Assignment
In the lines below, look for "junction". Copy each line where it appears.

Dataset records
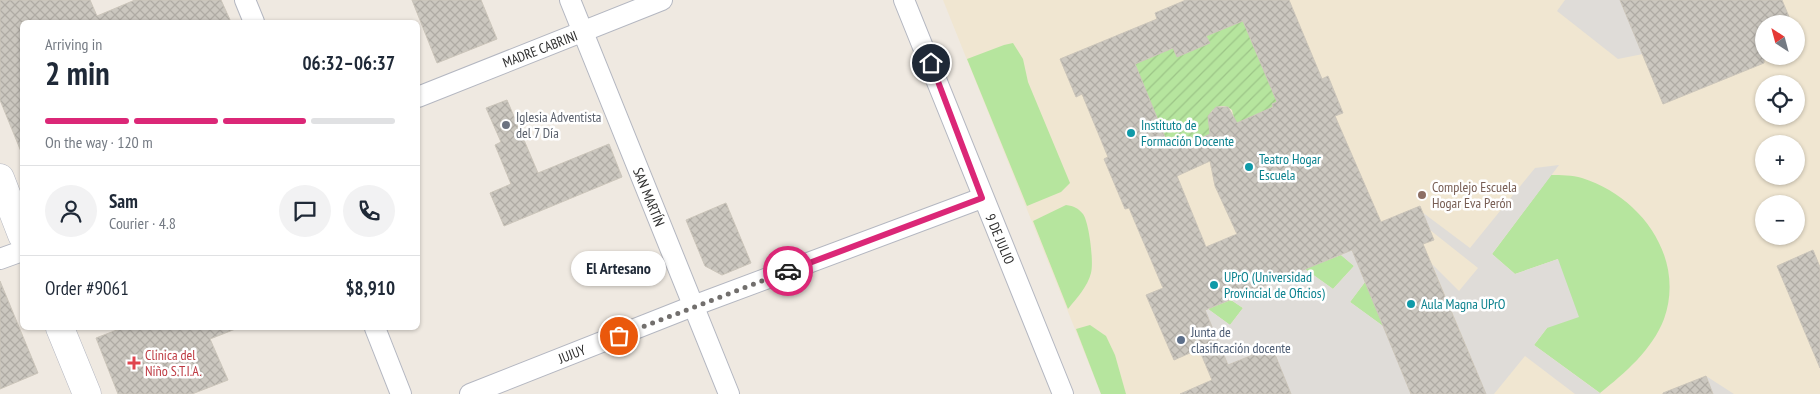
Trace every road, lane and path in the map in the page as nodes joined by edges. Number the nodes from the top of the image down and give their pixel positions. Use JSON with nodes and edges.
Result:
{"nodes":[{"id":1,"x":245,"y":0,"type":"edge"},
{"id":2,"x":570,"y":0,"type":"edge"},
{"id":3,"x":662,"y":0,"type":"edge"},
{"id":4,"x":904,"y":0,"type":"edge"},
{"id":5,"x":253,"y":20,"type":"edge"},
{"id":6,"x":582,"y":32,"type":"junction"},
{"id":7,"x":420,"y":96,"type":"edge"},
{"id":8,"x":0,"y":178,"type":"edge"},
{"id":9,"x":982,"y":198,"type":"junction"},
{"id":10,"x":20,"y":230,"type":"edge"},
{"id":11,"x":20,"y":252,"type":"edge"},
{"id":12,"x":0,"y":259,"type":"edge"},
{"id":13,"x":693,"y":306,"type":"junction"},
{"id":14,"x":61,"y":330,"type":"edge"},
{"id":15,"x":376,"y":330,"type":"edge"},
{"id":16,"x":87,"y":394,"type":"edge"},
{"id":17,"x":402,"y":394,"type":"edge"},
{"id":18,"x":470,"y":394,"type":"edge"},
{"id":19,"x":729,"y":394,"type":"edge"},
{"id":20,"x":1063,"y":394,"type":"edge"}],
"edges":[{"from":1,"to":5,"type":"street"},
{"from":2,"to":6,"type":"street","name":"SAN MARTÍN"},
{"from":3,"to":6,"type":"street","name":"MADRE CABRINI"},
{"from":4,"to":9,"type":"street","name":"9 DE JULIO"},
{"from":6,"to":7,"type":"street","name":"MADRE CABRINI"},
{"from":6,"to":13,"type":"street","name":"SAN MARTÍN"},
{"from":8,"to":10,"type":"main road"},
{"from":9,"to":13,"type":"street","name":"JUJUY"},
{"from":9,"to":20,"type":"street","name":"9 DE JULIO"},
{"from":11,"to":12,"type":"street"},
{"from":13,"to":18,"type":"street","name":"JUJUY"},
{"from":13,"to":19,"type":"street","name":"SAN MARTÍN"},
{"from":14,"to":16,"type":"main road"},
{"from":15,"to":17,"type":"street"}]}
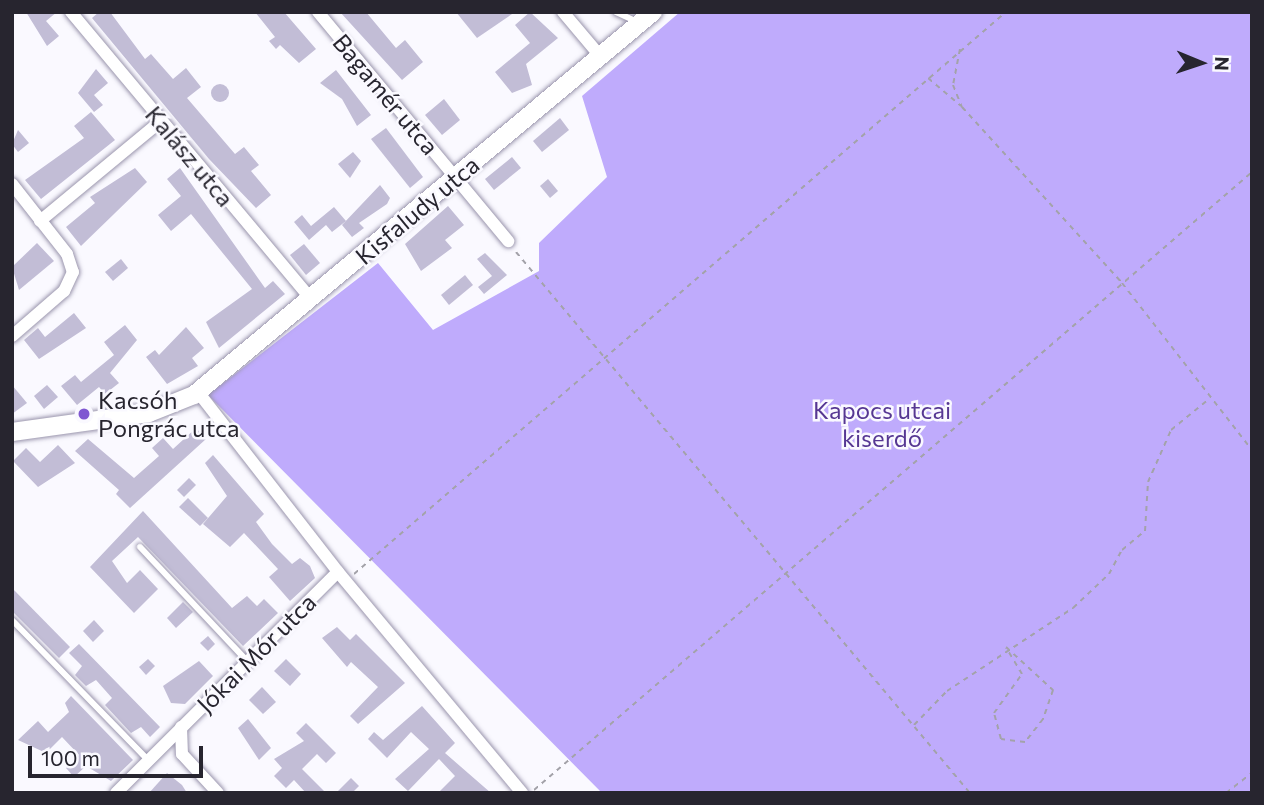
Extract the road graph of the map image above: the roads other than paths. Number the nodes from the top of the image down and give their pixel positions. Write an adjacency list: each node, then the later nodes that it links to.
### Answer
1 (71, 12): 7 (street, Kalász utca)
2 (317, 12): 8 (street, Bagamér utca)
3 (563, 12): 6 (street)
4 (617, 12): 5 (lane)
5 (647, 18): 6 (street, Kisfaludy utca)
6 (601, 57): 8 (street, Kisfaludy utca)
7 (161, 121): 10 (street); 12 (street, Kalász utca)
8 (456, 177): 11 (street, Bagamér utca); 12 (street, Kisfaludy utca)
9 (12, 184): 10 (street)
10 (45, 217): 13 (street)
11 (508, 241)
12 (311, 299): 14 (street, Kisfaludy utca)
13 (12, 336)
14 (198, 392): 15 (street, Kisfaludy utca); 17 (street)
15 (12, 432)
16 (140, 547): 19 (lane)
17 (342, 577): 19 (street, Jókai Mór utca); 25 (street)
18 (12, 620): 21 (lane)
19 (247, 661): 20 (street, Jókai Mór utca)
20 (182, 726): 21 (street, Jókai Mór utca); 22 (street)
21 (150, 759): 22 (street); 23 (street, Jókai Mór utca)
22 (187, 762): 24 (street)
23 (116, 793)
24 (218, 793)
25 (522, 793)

Reply
{"id":6,"x":582,"y":32,"type":"junction"},
{"id":9,"x":982,"y":198,"type":"junction"},
{"id":13,"x":693,"y":306,"type":"junction"},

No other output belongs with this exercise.